[Assigned task]:
Within the material, how many of the lines include the word "Mortimer"? State only that number.

[Entries shown]:
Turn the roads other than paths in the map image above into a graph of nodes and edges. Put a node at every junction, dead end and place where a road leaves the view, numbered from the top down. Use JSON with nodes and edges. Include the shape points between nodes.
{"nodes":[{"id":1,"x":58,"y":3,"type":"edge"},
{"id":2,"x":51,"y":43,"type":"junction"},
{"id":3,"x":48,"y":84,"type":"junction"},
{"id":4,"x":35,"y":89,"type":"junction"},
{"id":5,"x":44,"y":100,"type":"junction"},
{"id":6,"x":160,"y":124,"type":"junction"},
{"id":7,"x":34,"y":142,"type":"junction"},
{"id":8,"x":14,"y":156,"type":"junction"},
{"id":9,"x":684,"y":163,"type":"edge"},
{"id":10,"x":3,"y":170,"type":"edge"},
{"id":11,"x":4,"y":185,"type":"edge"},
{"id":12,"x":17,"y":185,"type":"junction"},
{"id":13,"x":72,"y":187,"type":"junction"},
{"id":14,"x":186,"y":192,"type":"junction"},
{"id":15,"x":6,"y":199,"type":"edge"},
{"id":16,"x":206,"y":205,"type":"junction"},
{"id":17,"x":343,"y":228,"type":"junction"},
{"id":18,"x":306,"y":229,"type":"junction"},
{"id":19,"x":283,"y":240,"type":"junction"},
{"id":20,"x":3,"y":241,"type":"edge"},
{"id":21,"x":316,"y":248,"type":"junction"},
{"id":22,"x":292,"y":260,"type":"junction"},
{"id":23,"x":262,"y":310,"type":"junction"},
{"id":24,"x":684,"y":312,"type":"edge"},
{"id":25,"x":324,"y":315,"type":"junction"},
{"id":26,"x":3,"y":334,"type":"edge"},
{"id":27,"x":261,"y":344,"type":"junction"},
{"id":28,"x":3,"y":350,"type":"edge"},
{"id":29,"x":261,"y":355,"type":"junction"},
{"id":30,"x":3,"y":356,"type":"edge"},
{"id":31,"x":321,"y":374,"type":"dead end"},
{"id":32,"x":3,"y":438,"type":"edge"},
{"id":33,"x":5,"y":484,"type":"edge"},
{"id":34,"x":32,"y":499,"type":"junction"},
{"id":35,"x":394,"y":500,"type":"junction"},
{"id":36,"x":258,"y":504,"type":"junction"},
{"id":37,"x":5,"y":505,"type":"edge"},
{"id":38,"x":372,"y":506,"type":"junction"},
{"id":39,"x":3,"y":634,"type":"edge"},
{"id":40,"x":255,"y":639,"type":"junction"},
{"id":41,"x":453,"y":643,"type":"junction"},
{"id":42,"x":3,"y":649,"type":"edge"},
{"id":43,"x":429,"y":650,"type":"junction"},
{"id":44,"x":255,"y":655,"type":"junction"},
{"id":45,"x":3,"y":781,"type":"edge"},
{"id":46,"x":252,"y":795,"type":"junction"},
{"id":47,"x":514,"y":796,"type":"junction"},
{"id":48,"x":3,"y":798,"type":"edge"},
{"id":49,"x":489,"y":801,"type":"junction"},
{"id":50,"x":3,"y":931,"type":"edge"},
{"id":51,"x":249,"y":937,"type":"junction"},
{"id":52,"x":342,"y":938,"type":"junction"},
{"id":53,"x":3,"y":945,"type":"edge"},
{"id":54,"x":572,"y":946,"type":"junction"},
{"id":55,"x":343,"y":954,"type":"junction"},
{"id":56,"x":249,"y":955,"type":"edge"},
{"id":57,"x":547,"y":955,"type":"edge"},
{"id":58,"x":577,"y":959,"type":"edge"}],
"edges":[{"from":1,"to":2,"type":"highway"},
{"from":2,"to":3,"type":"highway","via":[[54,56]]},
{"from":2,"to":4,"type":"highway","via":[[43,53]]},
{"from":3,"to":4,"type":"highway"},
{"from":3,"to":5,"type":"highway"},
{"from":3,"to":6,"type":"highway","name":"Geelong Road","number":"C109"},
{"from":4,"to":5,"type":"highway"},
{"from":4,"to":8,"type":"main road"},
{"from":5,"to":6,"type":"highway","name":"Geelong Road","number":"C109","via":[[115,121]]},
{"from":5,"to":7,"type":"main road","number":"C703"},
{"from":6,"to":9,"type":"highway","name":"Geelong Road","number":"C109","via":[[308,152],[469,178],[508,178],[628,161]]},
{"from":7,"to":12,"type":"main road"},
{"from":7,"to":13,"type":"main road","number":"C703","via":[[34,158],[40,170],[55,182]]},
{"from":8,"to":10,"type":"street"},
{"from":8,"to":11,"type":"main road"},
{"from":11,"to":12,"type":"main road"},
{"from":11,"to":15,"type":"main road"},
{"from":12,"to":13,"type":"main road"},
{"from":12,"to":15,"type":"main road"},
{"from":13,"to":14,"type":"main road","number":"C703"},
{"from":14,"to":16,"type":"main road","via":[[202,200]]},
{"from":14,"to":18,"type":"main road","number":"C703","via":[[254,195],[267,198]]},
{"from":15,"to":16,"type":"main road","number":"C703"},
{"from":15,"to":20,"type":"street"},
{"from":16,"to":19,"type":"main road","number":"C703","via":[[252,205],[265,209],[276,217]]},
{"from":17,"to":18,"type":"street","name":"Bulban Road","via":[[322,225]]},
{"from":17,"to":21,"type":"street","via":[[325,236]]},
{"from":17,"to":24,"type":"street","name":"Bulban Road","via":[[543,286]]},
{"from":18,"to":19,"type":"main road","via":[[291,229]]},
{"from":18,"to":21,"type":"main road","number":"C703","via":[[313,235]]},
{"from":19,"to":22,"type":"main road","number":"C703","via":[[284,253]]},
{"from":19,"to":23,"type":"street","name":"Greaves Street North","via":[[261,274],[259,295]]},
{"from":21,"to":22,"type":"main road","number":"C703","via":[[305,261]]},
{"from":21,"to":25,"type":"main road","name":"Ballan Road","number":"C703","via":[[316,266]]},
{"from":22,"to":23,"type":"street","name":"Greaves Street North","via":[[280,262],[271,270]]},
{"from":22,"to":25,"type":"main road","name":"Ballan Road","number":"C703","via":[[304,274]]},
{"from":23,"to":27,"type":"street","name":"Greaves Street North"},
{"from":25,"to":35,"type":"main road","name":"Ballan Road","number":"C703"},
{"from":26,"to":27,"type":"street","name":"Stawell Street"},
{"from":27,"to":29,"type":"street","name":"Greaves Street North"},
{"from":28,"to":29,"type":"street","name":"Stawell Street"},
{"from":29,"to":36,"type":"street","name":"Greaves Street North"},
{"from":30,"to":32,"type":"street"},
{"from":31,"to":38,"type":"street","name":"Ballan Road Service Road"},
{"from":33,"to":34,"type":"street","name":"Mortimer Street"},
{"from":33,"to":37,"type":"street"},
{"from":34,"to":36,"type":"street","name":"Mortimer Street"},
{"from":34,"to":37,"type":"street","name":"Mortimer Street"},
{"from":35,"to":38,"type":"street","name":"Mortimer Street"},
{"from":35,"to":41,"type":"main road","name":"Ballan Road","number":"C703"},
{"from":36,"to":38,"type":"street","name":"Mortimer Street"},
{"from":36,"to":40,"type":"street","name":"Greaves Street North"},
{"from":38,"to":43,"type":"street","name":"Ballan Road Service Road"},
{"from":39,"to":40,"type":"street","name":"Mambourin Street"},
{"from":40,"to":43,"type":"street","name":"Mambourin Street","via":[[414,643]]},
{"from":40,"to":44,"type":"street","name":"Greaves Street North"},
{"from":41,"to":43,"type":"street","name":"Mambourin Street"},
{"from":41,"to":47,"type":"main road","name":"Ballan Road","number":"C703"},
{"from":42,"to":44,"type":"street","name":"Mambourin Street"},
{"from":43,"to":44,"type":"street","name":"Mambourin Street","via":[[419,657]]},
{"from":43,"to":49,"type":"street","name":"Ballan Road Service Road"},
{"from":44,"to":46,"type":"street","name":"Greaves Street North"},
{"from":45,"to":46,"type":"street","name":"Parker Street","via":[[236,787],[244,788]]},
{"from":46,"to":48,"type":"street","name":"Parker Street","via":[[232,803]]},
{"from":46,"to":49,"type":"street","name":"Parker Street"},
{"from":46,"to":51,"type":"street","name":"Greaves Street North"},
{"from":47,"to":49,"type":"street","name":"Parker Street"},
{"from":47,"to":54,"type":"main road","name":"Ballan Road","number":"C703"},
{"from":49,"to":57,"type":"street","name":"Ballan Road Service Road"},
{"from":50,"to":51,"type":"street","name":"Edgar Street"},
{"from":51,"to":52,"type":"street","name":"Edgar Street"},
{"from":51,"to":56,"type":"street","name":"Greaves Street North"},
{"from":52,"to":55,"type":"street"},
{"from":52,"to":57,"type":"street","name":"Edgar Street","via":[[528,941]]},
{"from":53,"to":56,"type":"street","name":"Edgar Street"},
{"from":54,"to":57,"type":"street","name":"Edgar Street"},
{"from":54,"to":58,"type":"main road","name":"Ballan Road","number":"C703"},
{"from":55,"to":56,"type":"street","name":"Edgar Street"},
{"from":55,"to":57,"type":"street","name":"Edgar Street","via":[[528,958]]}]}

[Task result]:
5